The model is designed to take advantage of short-term mean-reversion whilst also taking account of longer trend trends in equity indices. The premises of the model are threefold: i) that markets have been extremely macro driven and directional in nature since the 2007/08 crisis, making stock picking less crucial to successful portfolio management; ii) that markets are mean reverting in the short-term because investors tend to be very emotional and push prices up or down too much; and iii) all relevant information can be found in prices already - “we think that the use of macro-economic information/data is futile when creating a market-timing model”.
The model, which rebalances weekly and which meets specific tolerances regarding maximum drawdown and losing streaks, is based on six indicators, four of which are used in a contrarian manner: The VIX index; Bond Yields; AUD/CHF; and the Dispersion of Valuations in the Market (i.e. how cheap are cheap stocks and how expensive are expensive stocks). The other two signals are market trend (a measure of 3 month momentum) and market seasonality (which is based on their observation that stock markets tend to outperform in the first week of the month).

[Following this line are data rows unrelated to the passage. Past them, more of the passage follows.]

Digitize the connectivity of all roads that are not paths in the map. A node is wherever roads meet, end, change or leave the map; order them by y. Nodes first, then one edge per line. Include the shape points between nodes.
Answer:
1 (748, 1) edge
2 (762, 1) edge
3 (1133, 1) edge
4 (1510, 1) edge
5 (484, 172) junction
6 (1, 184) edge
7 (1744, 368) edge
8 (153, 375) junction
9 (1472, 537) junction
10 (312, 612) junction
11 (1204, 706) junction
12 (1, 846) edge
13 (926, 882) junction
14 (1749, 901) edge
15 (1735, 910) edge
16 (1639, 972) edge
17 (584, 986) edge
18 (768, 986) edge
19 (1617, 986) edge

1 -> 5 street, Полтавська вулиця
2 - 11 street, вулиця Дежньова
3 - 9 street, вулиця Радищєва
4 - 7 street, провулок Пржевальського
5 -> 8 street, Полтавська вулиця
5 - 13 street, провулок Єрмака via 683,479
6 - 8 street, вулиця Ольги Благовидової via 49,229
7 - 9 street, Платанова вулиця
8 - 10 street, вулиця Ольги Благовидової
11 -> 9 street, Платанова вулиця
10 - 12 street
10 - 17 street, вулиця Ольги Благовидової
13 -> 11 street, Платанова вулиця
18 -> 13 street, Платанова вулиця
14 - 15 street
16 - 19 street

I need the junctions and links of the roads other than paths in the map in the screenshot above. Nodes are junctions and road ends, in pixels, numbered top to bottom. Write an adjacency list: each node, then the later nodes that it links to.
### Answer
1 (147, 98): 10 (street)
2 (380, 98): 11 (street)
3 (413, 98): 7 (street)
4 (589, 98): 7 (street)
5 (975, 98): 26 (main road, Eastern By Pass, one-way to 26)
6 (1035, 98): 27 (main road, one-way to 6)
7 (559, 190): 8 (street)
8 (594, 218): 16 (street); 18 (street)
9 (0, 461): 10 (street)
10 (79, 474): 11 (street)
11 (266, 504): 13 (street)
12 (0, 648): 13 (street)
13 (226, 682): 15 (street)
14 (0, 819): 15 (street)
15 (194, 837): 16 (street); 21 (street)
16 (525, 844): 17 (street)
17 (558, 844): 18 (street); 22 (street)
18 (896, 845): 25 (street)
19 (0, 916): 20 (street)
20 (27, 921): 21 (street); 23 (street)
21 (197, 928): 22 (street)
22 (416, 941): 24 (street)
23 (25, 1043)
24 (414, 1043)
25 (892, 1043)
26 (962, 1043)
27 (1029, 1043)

Each of the six indicators either gives a long or short signal and the combined ‘vote’ then determines the position and position size: +4 or +6 leads to 100% long position; +2 leads to 50% long; 0 is neutral/no position; -2 leads to 50% short; -4 or -6 leads to 100% short. It was important to them to have an even number of indicators such that a neutral “I don’t know” stance could be reflected in the model.
A simple stop-loss is added to the model, which says that as soon as the cumulative equity curve hits losses equalling 2 standard deviations, all open positions should be closed and all subsequent positions avoided. Positions are only re-initiated when the model’s cumulative equity curve returns to its long-term average.
For the MSCI Europe, their benchmark, the model achieved 11.4% annualized returns with a Sharpe ratio of 1.02 and a maximum drawdown over the last 18 years of only -10.4%. They found that their model "still survives the implementation of the trading signals even after transaction costs”.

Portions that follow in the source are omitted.